What catches our attention here is the allocation, __nf_conntrack_alloc() (❶), inside init_conntrack() (❷). __nf_conntrack_alloc() creates a struct nf_conn object which represents a tracked connection.

This object is not created in vain. A glance at init_conntrack() source shows that it is pushed onto a list of unconfirmed connections3.

Conntrack turns a blind eye to dropped SYNs

What does it mean that a connection is unconfirmed? As conntrack(8) man page explains:

unconfirmed:
       This table shows new entries, that are not yet inserted into the
       conntrack table. These entries are attached to packets that  are
       traversing  the  stack, but did not reach the confirmation point
       at the postrouting hook.

Perhaps we have been looking for our flow in the wrong table? Does the unconfirmed table have a record for our dropped TCP SYN?

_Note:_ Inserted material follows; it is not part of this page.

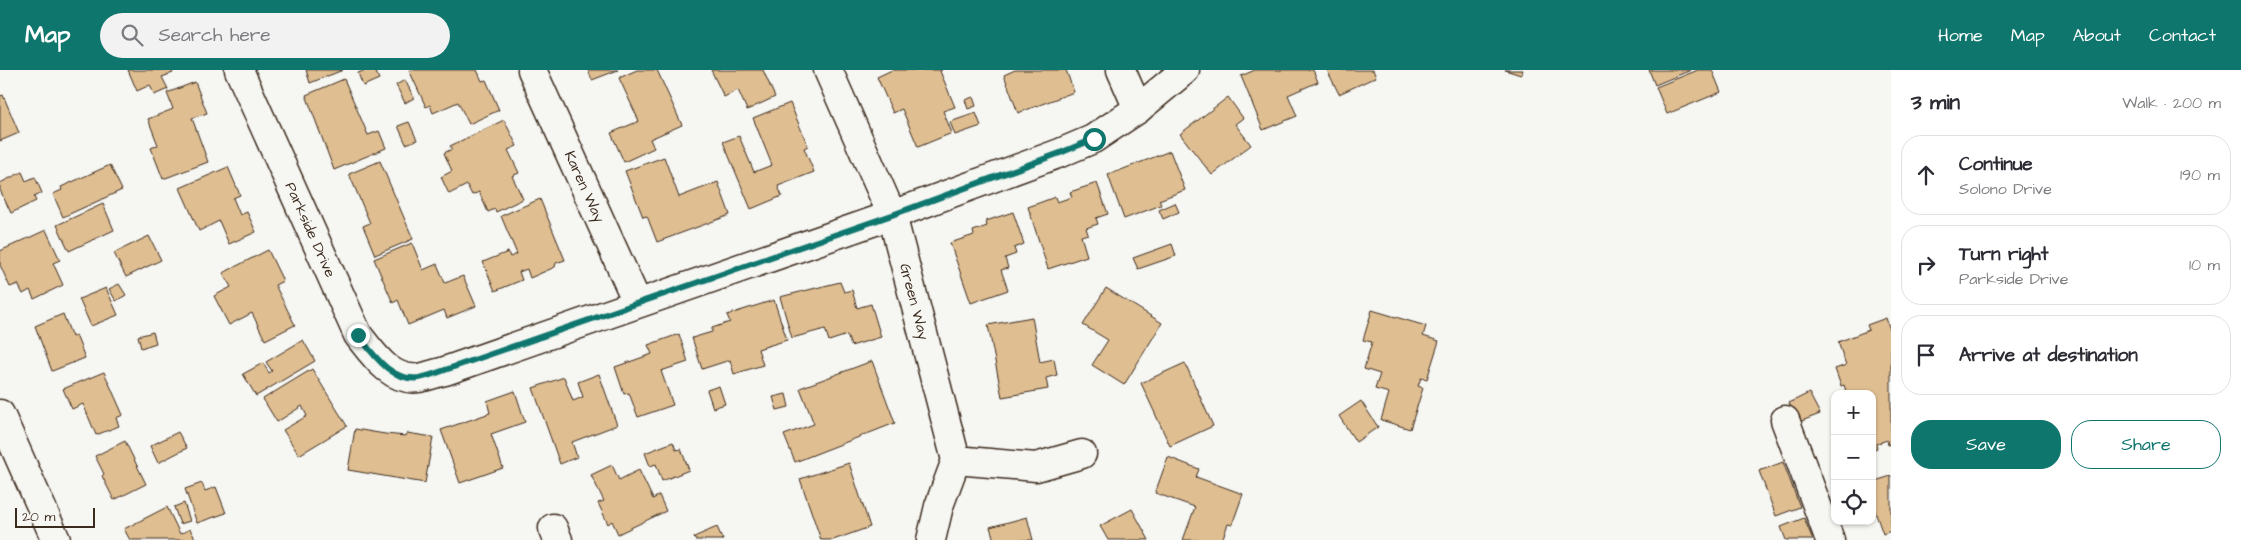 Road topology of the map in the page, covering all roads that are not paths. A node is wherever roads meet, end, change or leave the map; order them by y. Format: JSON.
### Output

Pulling the rabbit out of the hat

I have bad news…

[vagrant@ct-vm ~]$ sudo conntrack -L unconfirmed
conntrack v1.4.5 (conntrack-tools): 0 flow entries have been shown.
[vagrant@ct-vm ~]$

The flow is not present in the unconfirmed table. We have to dig deeper.

Let’s for a moment assume that a struct nf_conn object was added to the unconfirmed list. If the list is now empty, then the object must have been removed from the list before we inspected its contents.

Has an entry been removed from the unconfirmed table? What function removes entries from the unconfirmed table?

It turns out that nf_ct_add_to_unconfirmed_list() which init_conntrack() invokes, has its opposite defined just right beneath it – nf_ct_del_from_dying_or_unconfirmed_list().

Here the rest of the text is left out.